Government has lifted the ban on chrome ore exports and scrapped the 20 percent export tax on the mineral in a move expected to improve viability of miners, create thousands of jobs and improve revenue inflows for the fiscus, a Cabinet minister announced.
The Government also raised royalty fees for chrome ore to 5 percent from 2 percent, Mines and Mining Development Minister Walter Chidhakwa said yesterday. The ban on chrome exports was imposed in April 2011 to encourage beneficiation of the mineral.
“The ban on the export of chrome ore negatively affected all small-scale (artisanal) chrome ore producers, who lost their economic ventures and livelihoods,” said Minister Chidhakwa during a Press conference also attended by his Finance and Economic Development counterpart Patrick Chinamasa.
“In addition, the ban on the export of chrome ore did not create opportunities for smelters to invest in new technology for expanded value addition and beneficiation.
“In addition, in order to assist chrome ore producers to operate viably (and) to allow them to create investment capacity in smelting, Government decided to reduce electricity tariffs from eight cents to 6,7 cents per kilowatt hour for chrome ore producers.
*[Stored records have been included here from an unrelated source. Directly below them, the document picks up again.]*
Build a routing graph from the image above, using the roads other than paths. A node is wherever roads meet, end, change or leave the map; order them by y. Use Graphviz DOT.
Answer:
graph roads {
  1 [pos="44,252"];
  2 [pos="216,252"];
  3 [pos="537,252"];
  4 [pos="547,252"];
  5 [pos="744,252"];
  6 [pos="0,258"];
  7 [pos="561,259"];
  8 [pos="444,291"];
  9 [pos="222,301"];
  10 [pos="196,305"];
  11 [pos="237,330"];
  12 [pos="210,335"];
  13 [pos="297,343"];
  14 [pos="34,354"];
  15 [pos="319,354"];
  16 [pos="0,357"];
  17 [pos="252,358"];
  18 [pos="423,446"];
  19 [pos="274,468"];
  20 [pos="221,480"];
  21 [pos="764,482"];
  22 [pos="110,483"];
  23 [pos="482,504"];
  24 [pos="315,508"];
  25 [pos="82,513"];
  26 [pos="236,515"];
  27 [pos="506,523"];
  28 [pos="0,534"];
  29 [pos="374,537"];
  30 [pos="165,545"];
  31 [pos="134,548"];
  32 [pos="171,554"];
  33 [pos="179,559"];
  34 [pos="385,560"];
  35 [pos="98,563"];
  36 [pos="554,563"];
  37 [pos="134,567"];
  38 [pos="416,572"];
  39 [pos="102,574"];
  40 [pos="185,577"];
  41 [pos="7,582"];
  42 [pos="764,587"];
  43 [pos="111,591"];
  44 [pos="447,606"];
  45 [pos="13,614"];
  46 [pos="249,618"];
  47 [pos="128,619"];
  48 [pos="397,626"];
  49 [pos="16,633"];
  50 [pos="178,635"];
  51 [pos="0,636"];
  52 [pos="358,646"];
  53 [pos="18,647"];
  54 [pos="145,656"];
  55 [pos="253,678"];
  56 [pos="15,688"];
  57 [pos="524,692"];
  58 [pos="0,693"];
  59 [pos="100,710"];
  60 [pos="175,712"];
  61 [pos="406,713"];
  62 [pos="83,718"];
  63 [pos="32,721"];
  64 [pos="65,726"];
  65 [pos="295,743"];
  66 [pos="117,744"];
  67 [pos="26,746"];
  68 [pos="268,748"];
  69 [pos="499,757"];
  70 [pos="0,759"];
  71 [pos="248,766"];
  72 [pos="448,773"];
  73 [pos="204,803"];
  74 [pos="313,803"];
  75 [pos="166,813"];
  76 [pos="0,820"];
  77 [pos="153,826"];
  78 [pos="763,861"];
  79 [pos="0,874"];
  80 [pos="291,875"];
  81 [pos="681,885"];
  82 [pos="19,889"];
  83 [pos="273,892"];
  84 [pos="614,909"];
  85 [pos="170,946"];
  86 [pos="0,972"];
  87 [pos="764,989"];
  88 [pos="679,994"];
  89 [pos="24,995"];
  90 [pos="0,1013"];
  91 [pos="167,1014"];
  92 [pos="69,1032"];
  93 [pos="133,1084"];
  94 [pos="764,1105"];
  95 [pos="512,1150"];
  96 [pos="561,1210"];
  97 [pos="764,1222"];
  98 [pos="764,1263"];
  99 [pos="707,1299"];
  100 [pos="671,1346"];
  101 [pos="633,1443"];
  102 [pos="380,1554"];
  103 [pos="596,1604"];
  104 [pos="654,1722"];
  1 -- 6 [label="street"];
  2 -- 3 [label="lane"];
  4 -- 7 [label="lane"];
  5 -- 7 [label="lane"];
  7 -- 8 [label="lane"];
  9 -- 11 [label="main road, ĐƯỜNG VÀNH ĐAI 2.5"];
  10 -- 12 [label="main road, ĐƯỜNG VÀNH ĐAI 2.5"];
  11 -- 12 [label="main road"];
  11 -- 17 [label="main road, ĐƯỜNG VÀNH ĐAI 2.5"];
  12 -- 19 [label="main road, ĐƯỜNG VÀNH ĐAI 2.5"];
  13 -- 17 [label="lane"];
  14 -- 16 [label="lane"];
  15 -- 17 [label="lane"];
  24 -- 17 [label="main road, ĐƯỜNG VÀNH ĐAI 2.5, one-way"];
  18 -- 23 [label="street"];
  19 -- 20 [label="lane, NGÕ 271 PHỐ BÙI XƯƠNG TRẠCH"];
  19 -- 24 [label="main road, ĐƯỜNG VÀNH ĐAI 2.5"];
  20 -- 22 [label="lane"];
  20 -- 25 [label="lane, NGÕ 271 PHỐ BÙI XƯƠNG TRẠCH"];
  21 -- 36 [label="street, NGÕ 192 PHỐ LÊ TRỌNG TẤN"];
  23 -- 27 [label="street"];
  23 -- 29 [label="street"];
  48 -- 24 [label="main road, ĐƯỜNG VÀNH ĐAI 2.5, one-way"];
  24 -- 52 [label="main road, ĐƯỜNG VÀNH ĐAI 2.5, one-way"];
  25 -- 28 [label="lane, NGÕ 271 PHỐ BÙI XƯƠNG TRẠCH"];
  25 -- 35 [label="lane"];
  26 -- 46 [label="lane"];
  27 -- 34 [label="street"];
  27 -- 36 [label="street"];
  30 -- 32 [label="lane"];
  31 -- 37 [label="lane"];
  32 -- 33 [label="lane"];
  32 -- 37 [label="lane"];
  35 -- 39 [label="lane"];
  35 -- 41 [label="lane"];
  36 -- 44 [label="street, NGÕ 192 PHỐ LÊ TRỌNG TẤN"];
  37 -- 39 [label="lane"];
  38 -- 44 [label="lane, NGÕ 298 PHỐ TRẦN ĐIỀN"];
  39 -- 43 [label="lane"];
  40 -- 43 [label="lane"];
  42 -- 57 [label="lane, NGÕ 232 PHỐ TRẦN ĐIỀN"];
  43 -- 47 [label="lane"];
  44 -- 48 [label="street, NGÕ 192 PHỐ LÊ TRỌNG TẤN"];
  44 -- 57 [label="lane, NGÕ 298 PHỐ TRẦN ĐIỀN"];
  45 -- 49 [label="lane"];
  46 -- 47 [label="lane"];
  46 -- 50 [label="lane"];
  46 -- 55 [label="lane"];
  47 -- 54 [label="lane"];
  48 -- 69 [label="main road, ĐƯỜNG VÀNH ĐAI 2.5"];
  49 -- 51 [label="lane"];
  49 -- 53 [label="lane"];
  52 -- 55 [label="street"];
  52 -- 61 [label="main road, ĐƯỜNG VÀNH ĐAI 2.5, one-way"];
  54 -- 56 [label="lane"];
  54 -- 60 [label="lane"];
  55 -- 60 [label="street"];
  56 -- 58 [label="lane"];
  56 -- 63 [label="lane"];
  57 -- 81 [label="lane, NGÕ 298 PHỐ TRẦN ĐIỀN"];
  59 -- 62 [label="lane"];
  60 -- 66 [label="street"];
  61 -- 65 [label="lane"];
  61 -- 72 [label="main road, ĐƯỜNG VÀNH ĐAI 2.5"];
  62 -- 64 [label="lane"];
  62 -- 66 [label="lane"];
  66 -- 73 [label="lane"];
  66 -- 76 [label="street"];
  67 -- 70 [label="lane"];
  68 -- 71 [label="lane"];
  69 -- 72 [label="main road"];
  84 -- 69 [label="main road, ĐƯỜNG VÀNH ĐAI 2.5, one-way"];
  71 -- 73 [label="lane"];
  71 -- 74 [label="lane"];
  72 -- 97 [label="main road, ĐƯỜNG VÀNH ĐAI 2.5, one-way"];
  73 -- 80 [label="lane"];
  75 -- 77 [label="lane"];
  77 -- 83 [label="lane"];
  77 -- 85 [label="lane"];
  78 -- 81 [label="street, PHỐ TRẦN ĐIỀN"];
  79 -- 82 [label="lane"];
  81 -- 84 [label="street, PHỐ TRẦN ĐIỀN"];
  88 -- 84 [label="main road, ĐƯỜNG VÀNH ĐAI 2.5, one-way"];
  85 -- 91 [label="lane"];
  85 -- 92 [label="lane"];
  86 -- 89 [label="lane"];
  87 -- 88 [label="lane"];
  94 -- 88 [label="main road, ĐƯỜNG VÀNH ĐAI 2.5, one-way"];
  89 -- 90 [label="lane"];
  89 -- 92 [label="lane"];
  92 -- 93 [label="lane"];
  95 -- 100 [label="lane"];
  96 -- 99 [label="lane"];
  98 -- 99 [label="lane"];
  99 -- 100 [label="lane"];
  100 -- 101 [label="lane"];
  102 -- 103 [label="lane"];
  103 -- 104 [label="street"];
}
Zesa shall implement the approved electricity tariff with immediate effect.”
Eight of the 12 companies in chrome ore smelting are expected to resume operations soon as a result of the new measures by Government while more than 2 000 jobs are expected to be created immediately for the mining of chrome ore.
Additional thousands of jobs are expected to be created in the downstream industries which include transport, smelting and beneficiation.
“The optimum production, smelting and export of chrome ore would result in major producers such as Zimasco being able to generate income for expanding their smelting capacity.